### PROBLEM TO SOLVE
The answer must be every line of the records below that contains the word "Left", copied out.

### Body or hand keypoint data
::::::::

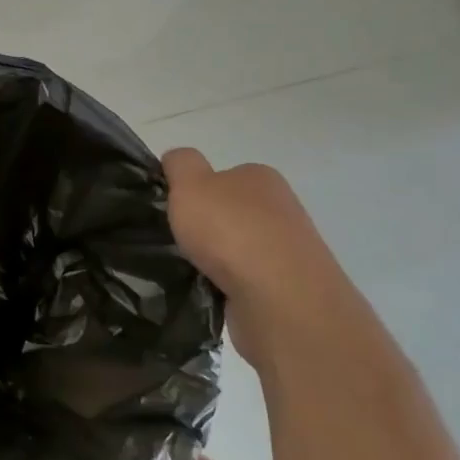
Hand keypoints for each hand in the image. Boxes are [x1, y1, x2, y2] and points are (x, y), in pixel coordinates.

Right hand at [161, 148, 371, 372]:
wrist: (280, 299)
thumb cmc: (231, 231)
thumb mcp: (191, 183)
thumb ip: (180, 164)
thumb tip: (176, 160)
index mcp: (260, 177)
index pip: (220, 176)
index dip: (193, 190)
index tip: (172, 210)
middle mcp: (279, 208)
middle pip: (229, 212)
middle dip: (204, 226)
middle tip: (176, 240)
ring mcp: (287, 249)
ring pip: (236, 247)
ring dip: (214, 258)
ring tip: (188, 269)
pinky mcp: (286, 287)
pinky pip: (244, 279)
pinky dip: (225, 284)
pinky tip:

::::::::

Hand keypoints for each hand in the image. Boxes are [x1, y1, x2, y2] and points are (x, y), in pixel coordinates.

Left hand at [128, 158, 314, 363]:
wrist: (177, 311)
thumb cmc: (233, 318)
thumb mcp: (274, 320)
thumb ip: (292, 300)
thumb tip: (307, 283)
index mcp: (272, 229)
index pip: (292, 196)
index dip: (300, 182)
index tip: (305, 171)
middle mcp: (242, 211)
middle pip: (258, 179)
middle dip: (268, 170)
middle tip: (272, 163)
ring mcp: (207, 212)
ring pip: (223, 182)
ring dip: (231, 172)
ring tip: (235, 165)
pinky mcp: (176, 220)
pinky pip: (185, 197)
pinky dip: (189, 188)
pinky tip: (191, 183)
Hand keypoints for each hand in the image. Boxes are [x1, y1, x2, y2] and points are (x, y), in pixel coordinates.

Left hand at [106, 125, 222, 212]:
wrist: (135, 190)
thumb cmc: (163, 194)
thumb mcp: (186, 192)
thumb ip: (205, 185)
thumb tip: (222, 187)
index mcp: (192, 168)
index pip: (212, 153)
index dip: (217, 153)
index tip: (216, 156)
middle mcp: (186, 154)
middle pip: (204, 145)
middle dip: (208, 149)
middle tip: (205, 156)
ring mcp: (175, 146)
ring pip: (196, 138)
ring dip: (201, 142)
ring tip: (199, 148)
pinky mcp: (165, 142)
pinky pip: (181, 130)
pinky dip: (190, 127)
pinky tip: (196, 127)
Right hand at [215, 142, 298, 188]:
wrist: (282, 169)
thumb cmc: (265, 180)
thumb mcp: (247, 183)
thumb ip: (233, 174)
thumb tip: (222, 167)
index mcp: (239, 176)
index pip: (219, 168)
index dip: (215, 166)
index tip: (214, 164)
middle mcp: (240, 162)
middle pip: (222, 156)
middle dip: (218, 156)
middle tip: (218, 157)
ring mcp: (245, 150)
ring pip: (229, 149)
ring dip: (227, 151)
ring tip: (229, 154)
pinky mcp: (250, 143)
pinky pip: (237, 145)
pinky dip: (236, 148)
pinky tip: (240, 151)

::::::::

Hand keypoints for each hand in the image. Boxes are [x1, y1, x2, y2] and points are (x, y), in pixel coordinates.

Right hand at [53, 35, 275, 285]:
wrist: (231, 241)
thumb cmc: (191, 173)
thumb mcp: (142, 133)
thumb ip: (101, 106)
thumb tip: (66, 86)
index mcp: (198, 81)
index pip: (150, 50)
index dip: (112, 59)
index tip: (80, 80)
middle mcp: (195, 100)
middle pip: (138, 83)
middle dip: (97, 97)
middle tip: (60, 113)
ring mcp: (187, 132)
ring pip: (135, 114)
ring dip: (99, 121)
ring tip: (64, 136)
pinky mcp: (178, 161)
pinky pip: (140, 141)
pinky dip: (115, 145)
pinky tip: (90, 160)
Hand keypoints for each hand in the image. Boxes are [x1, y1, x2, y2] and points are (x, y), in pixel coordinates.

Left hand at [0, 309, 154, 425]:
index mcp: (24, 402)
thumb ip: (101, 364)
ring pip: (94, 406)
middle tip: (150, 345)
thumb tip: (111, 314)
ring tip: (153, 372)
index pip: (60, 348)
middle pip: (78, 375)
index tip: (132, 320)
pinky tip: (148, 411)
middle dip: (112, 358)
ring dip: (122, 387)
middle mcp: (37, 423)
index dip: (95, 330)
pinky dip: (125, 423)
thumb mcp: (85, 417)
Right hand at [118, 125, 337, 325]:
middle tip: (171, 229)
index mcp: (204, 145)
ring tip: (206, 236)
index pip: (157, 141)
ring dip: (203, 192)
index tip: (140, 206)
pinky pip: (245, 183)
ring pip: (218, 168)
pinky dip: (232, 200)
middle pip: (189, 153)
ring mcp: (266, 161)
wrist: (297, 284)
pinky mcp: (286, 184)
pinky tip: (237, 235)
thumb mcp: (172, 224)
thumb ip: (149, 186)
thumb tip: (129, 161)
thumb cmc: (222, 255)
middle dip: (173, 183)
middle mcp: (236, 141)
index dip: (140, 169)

::::::::

### TASK RESPONSE
Left hand at [128, 158, 314, 363]:
Left hand at [106, 125, 222, 212]:
Left hand at [0, 309, 154, 425]:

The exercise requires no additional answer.